Data analysis: Czechs played quick and it paid off – 02.09.2018

Patrik Doza scored two seconds before the final whistle to ensure win for the home side Czech republic in the last Euro Floorball Tour game in Pardubice. This article looks into the game from the data perspective (We are using possession-based approach working with specific variables that are defined in this article). Which team deserved to win?

Looking at traditional starts such as shots on goals (12-24 from home team perspective) or shot attempts (28-45) could be misleading. Let´s look on possession distribution in the game for both teams.

Czech republic had 18 quick attack possessions against Finland in their 0-4 loss. In this game it was them who generated more of these situations than opponent (28-23). Switzerland tried to control the game with slow attack possessions. Four even strength goals were scored from slow attacks in this game and that created a score of 2-2.

One argument for Swiss side are definitely power play situations. Czechs had one power play opportunity, Switzerland two and they were more dangerous. Switzerland generated 4 clear path opportunities, executed three of them and scored one goal. That brings us to a score 2-3.

The rest of goals in this game happened from quick attacks.

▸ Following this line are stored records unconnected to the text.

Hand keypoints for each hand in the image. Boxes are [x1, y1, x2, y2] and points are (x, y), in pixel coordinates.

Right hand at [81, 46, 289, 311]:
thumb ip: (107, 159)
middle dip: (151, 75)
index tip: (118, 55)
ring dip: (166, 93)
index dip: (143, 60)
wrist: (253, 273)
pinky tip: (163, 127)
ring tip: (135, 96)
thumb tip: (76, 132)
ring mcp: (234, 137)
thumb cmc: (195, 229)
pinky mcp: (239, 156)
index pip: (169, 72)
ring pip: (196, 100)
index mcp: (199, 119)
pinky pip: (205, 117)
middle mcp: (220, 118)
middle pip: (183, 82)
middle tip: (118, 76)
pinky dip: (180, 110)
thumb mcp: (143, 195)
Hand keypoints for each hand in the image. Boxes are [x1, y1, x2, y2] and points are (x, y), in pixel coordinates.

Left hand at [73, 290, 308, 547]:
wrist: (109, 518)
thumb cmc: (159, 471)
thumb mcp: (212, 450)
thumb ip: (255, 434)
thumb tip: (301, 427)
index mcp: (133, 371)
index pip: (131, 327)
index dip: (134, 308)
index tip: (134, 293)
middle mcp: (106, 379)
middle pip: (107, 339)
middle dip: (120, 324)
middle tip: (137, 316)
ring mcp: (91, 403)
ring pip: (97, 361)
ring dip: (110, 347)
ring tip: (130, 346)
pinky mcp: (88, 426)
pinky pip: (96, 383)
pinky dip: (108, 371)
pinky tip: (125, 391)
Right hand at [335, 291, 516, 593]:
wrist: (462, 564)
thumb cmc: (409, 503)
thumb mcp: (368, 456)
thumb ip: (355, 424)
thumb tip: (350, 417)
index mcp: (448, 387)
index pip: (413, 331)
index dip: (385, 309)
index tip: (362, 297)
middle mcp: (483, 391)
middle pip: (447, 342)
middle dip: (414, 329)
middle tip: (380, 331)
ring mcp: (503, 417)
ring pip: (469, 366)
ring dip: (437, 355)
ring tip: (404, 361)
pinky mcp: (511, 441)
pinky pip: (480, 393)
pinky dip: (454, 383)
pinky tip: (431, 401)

Czech team not only had more quick attack attempts in the game (28-23) but was able to generate more odd man rushes from these situations (10-5) as seen in the graph above. Last and decisive goal was scored in the same fashion. Czechs outscored Switzerland 3-1 from quick attack possessions (2-0 from odd man rushes) and recorded 5-4 win at the end of the day.

Switzerland team was not a worse team in the game overall. They were very successful in yielding (15-18) but also executing (6-13) even strength clear paths overall. But they could not convert more than Czechs from these chances (2-2).

When evaluating players it is always advisable to wait for solid data sample. From one game we can only see what situations happened with certain player on the field but please do not put too much praise or ditch any player based on one game.

We looked at which lines were successful in odd man rush opportunities created (showed as ood man rush differential in the graph) but also in clear path opportunities (differential on horizontal axis). Members of the Czech second line Bauer, Kisugite, Langer, Ondrušek created together two more odd man rushes than their opponents. The most successful line for generating clear paths was from team Switzerland, namely Camenisch, Burki, Hartmann, Hoffbauer and Zaugg with 3 more clear path opportunities generated than opponents.

In this game more Swiss chances created from clear paths were beaten by Czech resiliency of their quick attacks. Could the lady luck played her role as well? Maybe and that is what makes sport so interesting to follow.